Il valore complessivo dei beni della filiera agroalimentare che si fregiano in maniera illecita del marchio Made in Italy è salito a ben 120 miliardi di euro: una crescita che, stando alla lettura proposta dalla Coldiretti, è in parte dovuta anche all’imperversare della guerra in Ucraina, che di fatto ha frenato bruscamente gli scambi commerciali favorendo la proliferazione di alimenti taroccati tanto che – di nuovo, stando alle stime dell’associazione agricola – oltre due prodotti agroalimentari su tre sono falsi, senza alcun legame con lo Stivale.
Una tendenza, quella a copiare il “vicino”, che non dovrebbe sorprendere, specialmente quando consideriamo che il Made in Italy ha recentemente messo a segno un nuovo record delle esportazioni complessive. Nello specifico, la classifica dei prodotti più imitati è guidata da Parmigiano Reggiano e Grana Padano, tanto che la produzione delle copie ha superato quella degli originali, seguiti poi dal Prosciutto di Parma e San Daniele, mortadella Bologna, extravergine di oliva e conserve come il pomodoro San Marzano. Tra i maggiori taroccatori, invece, spiccano soprattutto i Paesi più ricchi: s’impongono in questo contesto gli Stati Uniti, dove il valore del cosiddetto italian sounding ha raggiunto i 40 miliardi di euro; e la Russia, dove la tendenza a copiare il Bel Paese è stata alimentata dalle sanzioni per l’occupazione dell’Ucraina, che di fatto hanno portato all’embargo sui prodotti agroalimentari occidentali.

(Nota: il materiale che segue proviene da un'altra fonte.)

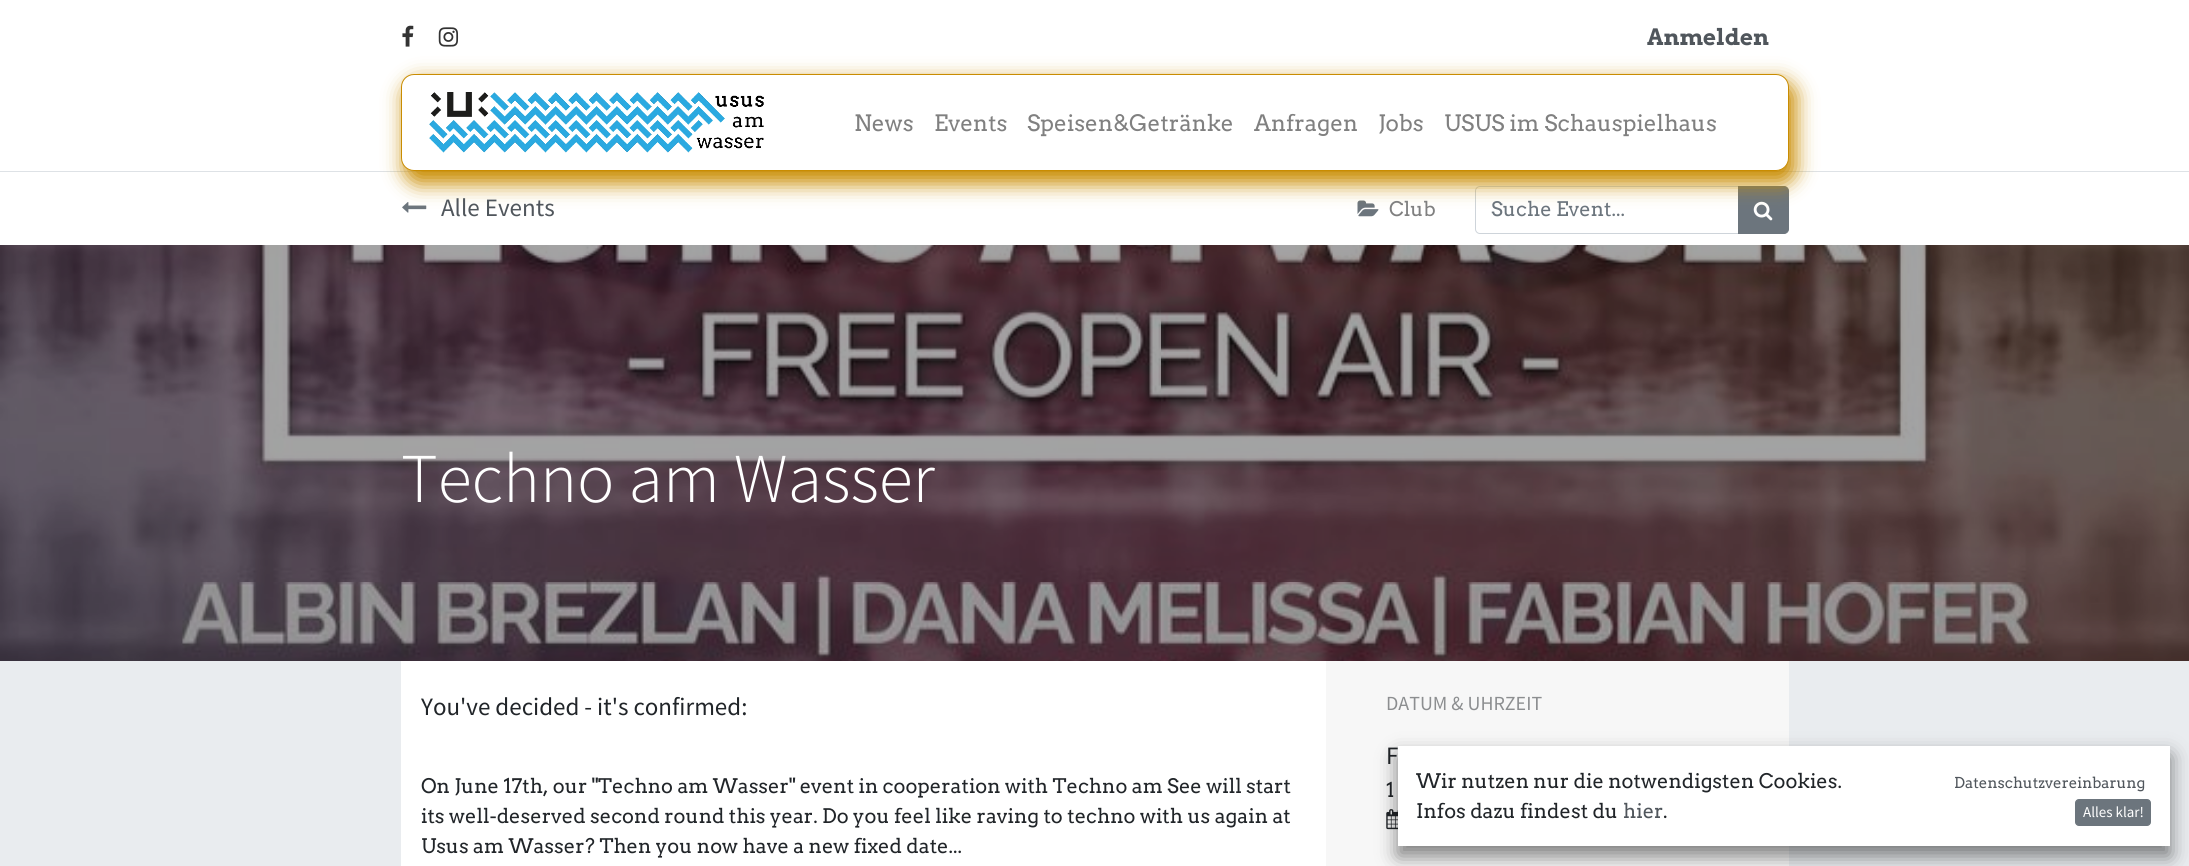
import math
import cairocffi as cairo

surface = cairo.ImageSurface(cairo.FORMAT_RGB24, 2189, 866)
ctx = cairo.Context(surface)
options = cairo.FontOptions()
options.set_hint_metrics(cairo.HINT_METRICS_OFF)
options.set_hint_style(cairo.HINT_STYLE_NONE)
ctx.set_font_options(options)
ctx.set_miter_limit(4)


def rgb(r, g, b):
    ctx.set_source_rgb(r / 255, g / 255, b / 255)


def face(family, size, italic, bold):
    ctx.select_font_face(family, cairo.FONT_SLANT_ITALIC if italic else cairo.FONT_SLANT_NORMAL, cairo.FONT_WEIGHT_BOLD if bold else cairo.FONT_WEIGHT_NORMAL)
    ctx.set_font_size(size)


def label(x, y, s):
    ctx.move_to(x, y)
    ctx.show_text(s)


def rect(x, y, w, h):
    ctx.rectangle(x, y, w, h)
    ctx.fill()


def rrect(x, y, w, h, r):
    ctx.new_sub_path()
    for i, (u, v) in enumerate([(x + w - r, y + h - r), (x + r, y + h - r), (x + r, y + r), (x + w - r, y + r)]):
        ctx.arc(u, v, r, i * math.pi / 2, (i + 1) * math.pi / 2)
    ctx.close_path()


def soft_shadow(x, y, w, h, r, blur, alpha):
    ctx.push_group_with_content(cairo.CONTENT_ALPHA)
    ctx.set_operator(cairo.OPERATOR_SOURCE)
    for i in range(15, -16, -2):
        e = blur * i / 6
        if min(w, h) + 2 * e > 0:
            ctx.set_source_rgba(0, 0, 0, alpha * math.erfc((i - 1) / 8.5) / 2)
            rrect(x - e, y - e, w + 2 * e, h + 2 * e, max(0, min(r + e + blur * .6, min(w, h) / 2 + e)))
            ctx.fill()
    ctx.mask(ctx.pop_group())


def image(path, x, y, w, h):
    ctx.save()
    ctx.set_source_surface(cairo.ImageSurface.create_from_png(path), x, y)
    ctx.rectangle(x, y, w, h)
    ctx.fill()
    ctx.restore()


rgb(255, 255, 255)
ctx.paint()
image('image0.png', 402, 25, 12, 22)
image('image1.png', 438, 27, 21, 20)
face('Arvo', 22.5, 0, 1)
rgb(80, 86, 92)
label(1647, 45, 'Anmelden')
rgb(222, 226, 230)
rect(0, 171, 2189, 1)
image('image3.png', 402, 202, 25, 11)
image('image4.png', 1357, 200, 22, 17)
ctx.new_path()
ctx.move_to(1480, 186.5)
ctx.line_to(1738.5, 186.5)
ctx.line_to(1738.5, 233.5)
ctx.line_to(1480, 233.5)
ctx.curve_to(1477.5, 233.5, 1475.5, 231.5, 1475.5, 229)
ctx.line_to(1475.5, 191)
ctx.curve_to(1475.5, 188.5, 1477.5, 186.5, 1480, 186.5)
ctx.close_path()
rgb(206, 212, 218)
ctx.set_line_width(1)
ctx.stroke()
rgb(108, 117, 125)
ctx.new_path()
ctx.move_to(1738.5, 186.5)
ctx.line_to(1784, 186.5)
ctx.curve_to(1786.5, 186.5, 1788.5, 188.5, 1788.5, 191)
ctx.line_to(1788.5, 229)
ctx.curve_to(1788.5, 231.5, 1786.5, 233.5, 1784, 233.5)
ctx.line_to(1738.5, 233.5)
ctx.close_path()
ctx.fill_preserve()
ctx.stroke()
image('image5.png', 1753, 201, 20, 20)
rgb(201, 140, 1)
soft_shadow(404, 81, 1392, 103, 15, 10, 1)
rgb(255, 255, 255)
rrect(401.5, 74.5, 1387, 96, 12.5)
ctx.fill_preserve()
rgb(201, 140, 1)
ctx.stroke()
image('image2.png', 429, 92, 335, 61)
face('Arvo', 22.5, 0, 0)
rgb(128, 128, 128)
label(854, 131, 'News')
label(934, 131, 'Events')
label(1027, 131, 'Speisen&Getränke')
label(1254, 131, 'Anfragen')
label(1378, 131, 'Jobs')
label(1444, 131, 'USUS im Schauspielhaus')
face('Source Sans Pro', 25, 0, 0)
rgb(80, 86, 92)
label(441, 216, 'Alle Events')
face('Arvo', 20, 0, 0)
rgb(128, 128, 128)
label(1389, 216, 'Club')
rgb(108, 117, 125)
label(1491, 216, 'Suche Event...')
image('image6.png', 0, 245, 2189, 416)
face('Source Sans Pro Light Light', 70, 0, 0)
rgb(255, 255, 255)
label(401, 502, 'Techno am Wasser')
rgb(233, 236, 239)
rect(0, 661, 2189, 205)
rgb(255, 255, 255)
rect(401, 661, 925, 205)
face('Source Sans Pro', 25, 0, 0)
rgb(33, 37, 41)
label(421, 715, 'You\'ve decided - it\'s confirmed:')
face('Arvo', 20, 0, 0)
label(421, 793, 'On June 17th, our "Techno am Wasser" event in cooperation with Techno am See will start')
label(421, 823, 'its well-deserved second round this year. Do you feel like raving to techno with us again at')
label(421, 853, 'Usus am Wasser? Then you now have a new fixed date...')
rgb(247, 247, 247)
rect(1326, 661, 463, 205)
face('Source Sans Pro', 20, 0, 0)
rgb(140, 142, 144)
label(1386, 710, 'DATUM & UHRZEIT')
face('Source Sans Pro', 25, 0, 0)
rgb(33, 37, 41)
label(1386, 764, 'F')
face('Arvo', 20, 0, 0)
label(1386, 797, '1')
image('image7.png', 1386, 809, 12, 21)
rgb(0, 0, 0)
soft_shadow(1398, 756, 772, 100, 0, 10, 0.5)
rgb(255, 255, 255)
rect(1398, 746, 772, 100)
rgb(33, 37, 41)
label(1416, 788, 'Wir nutzen nur die notwendigsten Cookies.')
label(1416, 818, 'Infos dazu findest du')
rgb(80, 86, 92)
label(1623, 818, 'hier')
rgb(33, 37, 41)
label(1663, 818, '.')
face('Arvo', 15, 0, 0)
rgb(80, 86, 92)
label(1954, 788, 'Datenschutzvereinbarung')
rgb(108, 117, 125)
rrect(2075.5, 799.5, 75, 26, 3.5)
ctx.fill_preserve()
ctx.stroke()
face('Source Sans Pro', 15, 0, 0)
rgb(255, 255, 255)
label(2083, 817, 'Alles klar!')
surface.write_to_png('render.png')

“Il contributo della produzione agroalimentare Made in Italy a denominazione di origine alle esportazioni e alla crescita del Paese potrebbe essere nettamente superiore coj un chiaro stop alla contraffazione alimentare internazionale” ha affermato il presidente della Coldiretti Ettore Prandini. “Ponendo un freno al dilagare dell’agropirateria a tavola si potrebbero creare ben 300mila posti di lavoro in Italia”.